My environment:
Splunk Ver 7.2.3
UF Ver 7.2.3
UF monitors `var/log/messages`, and forward it to Splunk.
But after log rotation at `02-05-2019 00:05:00`, UF no longer forward it.
In internal log, there is message like below.
02-01-2019 00:05:07.503 +0900 ERROR TailReader - File will not be read, is too small to match seekptr checksum (file=/var/log/messages). Last time we saw this initcrc, filename was different. You may wish to use larger initCrcLen for this sourcetype, or a CRC salt on this source. Consult the documentation or file a support case online at http://www.splunk.com/page/submit_issue for more info.

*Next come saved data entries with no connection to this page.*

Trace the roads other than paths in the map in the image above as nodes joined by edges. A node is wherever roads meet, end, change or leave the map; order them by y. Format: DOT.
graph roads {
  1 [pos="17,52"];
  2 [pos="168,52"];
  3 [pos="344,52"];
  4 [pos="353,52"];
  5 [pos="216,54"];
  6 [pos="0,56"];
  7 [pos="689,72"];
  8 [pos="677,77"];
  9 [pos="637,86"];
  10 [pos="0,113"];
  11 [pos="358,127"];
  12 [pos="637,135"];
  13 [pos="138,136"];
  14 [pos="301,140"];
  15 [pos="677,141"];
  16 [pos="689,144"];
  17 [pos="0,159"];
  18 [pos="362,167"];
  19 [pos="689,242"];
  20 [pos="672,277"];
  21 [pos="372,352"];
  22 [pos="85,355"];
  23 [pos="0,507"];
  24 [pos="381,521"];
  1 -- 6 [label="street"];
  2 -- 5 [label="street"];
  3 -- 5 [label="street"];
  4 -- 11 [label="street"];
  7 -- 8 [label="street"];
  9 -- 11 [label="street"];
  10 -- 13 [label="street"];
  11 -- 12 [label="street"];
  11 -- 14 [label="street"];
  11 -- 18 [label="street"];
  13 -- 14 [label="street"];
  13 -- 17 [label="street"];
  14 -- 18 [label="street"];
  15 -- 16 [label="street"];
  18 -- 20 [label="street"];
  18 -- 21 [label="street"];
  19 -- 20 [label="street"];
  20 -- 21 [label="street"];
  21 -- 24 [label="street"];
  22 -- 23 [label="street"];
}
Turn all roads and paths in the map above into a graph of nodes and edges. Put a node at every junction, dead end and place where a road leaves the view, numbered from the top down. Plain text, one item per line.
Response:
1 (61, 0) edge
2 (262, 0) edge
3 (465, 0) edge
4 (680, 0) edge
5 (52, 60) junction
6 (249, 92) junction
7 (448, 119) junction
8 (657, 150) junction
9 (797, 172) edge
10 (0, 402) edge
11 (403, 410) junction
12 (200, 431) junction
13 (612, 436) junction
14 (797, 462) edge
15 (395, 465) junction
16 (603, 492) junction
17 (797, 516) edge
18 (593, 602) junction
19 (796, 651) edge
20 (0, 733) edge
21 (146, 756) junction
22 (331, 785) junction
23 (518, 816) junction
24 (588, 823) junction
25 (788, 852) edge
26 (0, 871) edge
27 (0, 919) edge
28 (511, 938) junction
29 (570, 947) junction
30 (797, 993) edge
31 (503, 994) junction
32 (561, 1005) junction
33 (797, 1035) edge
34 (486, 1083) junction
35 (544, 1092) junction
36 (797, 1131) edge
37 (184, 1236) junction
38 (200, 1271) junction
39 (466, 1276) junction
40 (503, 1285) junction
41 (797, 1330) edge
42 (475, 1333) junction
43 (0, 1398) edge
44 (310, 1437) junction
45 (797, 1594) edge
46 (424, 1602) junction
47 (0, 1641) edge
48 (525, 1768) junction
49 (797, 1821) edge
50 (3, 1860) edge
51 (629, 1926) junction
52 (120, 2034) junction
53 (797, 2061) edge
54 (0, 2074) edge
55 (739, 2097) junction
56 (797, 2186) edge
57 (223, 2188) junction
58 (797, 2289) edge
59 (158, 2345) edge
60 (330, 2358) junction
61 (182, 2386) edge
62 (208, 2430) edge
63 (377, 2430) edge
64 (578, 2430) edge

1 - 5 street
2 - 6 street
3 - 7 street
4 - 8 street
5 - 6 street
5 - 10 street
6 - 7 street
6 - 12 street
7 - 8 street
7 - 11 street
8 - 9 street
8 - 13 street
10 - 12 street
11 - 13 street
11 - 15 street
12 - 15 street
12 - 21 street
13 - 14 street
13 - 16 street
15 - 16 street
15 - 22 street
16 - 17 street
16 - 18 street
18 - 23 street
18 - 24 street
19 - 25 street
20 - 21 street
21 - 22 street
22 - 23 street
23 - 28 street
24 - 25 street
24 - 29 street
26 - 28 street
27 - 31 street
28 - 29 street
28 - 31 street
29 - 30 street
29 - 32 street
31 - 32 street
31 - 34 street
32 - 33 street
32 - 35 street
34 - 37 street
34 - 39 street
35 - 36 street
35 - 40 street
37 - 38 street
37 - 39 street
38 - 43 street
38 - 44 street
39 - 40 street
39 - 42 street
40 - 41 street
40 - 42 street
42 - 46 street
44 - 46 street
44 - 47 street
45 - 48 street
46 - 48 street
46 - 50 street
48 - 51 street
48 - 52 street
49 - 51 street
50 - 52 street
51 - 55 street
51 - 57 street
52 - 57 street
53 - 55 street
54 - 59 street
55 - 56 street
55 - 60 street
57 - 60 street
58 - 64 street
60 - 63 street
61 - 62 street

But I wonder whether there is a possibility that the rotated file will be the same as the first 256 bytes of the already loaded file (the file one generation ago).
Also another weird thing is that **there is a message that begins reading the file as follows just before crc error**, and the **only first 20 lines** from the beginning of the rotated file have been **indexed in Splunk**.
02-01-2019 00:05:04.500 +0900 INFO WatchedFile - Logfile truncated while open, original pathname file='/var/log/messages', will begin reading from start.
I can't solve it by myself...
**If somebody knows about it, tell me...**
↧